Официант, записав заказ, отошел было, но среагировал на поднятую руку отца.
— Сюда же добавить три черных икры с лимоном, три шашлыка, бутылку коньяку армянского, пирожное и фрукты для мальчика, — четко продиктовал отец и откинулся на стуле.
Будивельников крякнул, официант же почтительно наклонил голову, выпрямился и отрапортовал:
— Сей минут!
Перепробовав всего, Нилушка почувствовал, что объелся, и затосковал. Взрослые совсем перестали замечать его, углубившись в свои, взрослые разговоры. Он помаялся, в десятый раз оглядел зал, побродил по нему, заглянул в туалет, вернулся, попросился погулять. Не прерывая разговора, отец вытащил из кармана рубль, протянул ему.
— Зачем?
— На карусели покатаешься… А командир ему на это что?..
Но карусель уже закрыли. Нилушка одиноко послонялся вокруг ресторана, понял, что опять хочет есть, вернулся. Его снова не заметили. Большие сидели с пунцово-красными лицами, разговаривали громко, охрипшими голосами. «Заболели», — с тоской подумал Нилушка. Зимой мама как-то пришла из оперы такая же красная и хриплая, бабушка тут же уложила ее в постель, поставила градусник и горчичники, а доктор прописал маме микстуру и бюллетень. Потом звонили из театра, и бабушка долго ругалась с ними по телефону…
— Тут, браток, как на войне, — говорил между тем Будивельников. — Нештатная ситуация требует нештатного решения. Я, конечно, не сторонник силовой стратегии в семейных вопросах, но…
Он многозначительно замолчал, мутными глазами глядя на отца.

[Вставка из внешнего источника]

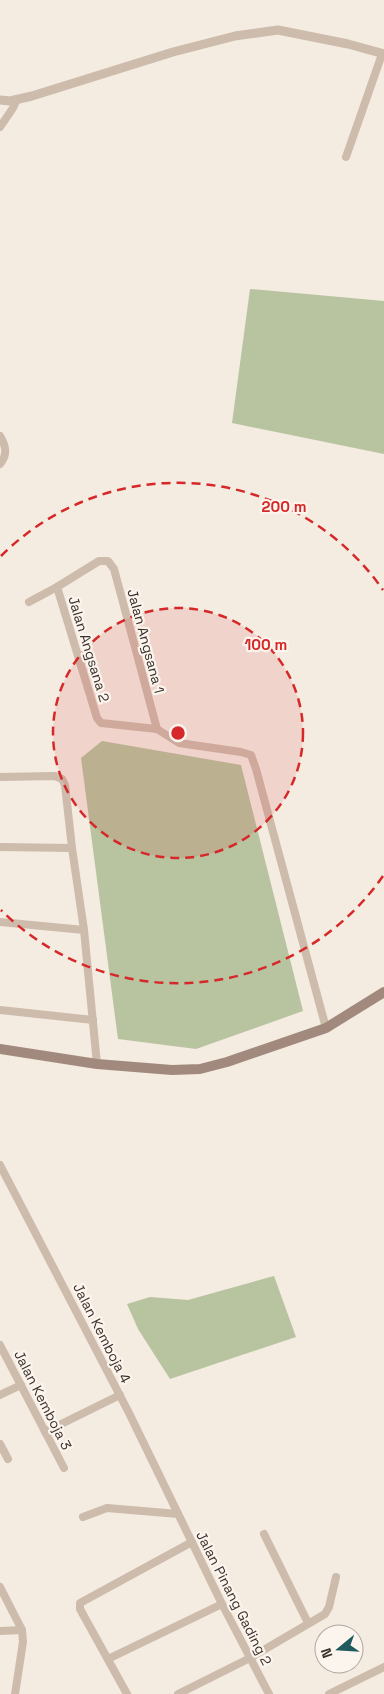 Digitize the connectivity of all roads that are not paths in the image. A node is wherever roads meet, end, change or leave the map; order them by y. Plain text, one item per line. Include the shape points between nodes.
1 (383, 54) edge
2 (18, 99) junction
3 (0, 100) edge
4 (0, 127) edge
5 (346, 157) dead end
6 (0, 436) edge
7 (0, 464) edge
8 (56, 587) junction
9 (28, 602) dead end
10 (157, 729) junction
11 (0, 777) edge
12 (0, 847) edge
13 (72, 848) junction
14 (0, 922) edge
15 (84, 930) junction
16 (384, 992) edge
17 (0, 1010) edge
18 (93, 1020) junction
19 (326, 1028) junction
20 (0, 1049) edge
21 (97, 1064) junction
22 (0, 1165) edge
23 (0, 1345) edge
24 (21, 1385) junction
25 (0, 1395) edge
26 (120, 1395) junction
27 (45, 1432) junction
28 (0, 1444) edge
29 (8, 1459) dead end
30 (64, 1468) dead end
31 (178, 1514) junction
32 (83, 1516) dead end
33 (264, 1534) dead end
34 (192, 1542) junction
35 (336, 1577) dead end
36 (0, 1587) edge
37 (222, 1604) junction
38 (308, 1623) junction
39 (22, 1630) junction
40 (0, 1631) edge
41 (250, 1658) junction
42 (108, 1659) junction
43 (384, 1667) edge
44 (15, 1694) edge
45 (127, 1694) edge
46 (178, 1694) edge
47 (269, 1694) edge
48 (329, 1694) edge

1 - 2 street via 278,30 235,36 182,50
1 - 5 street
2 - 3 street
2 - 4 street
6 - 7 street via 6,451
8 - 9 street
8 - 10 street, Jalan Angsana 2 via 97,718 101,723
8 - 10 street, Jalan Angsana 1 via 99,561 108,561 114,569
10 - 19 street via 179,742 251,755
11 - 13 street via 55,776 62,779 66,785
12 - 13 street
13 - 15 street
14 - 15 street
15 - 18 street
16 - 19 main road
17 - 18 street
18 - 21 street
19 - 21 main road via 200,1069
20 - 21 main road
22 - 26 street, Jalan Kemboja 4
23 - 24 street, Jalan Kemboja 3
24 - 25 street
24 - 27 street, Jalan Kemboja 3
26 - 27 street
26 - 31 street, Jalan Kemboja 4
27 - 30 street, Jalan Kemboja 3
28 - 29 street
31 - 32 street via 107,1508
31 - 34 street, Jalan Pinang Gading 2
33 - 38 street
34 - 37 street, Jalan Pinang Gading 2
34 - 42 street via 82,1601 79,1606
35 - 38 street via 325,1614
36 - 39 street
37 - 41 street, Jalan Pinang Gading 2
37 - 42 street
38 - 41 street
39 - 40 street
39 - 44 street via 24,1642
41 - 46 street
41 - 47 street, Jalan Pinang Gading 2
42 - 45 street
43 - 48 street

— Да какая силовая стратегия! — Отец в сердцах хлопнул кулаком по столу. Дзынькнули бокалы. С соседнего столика на них выразительно посмотрели. — Говорю тебе, она ж певица, знаменитая певица, солистка, артистка заслуженная! Ольга Баренцева, что ли не слыхал?
— Погоди, погоди, Баренцева, говоришь? Которая из Мариинки? Как же, как же… То-то мне фамилия твоя знакомая показалась. А оно вот как, оказывается. Ну тогда, брат, совсем другой коленкор выходит… Парень-то ты вроде простой, и как же это тебя угораздило, бедолагу?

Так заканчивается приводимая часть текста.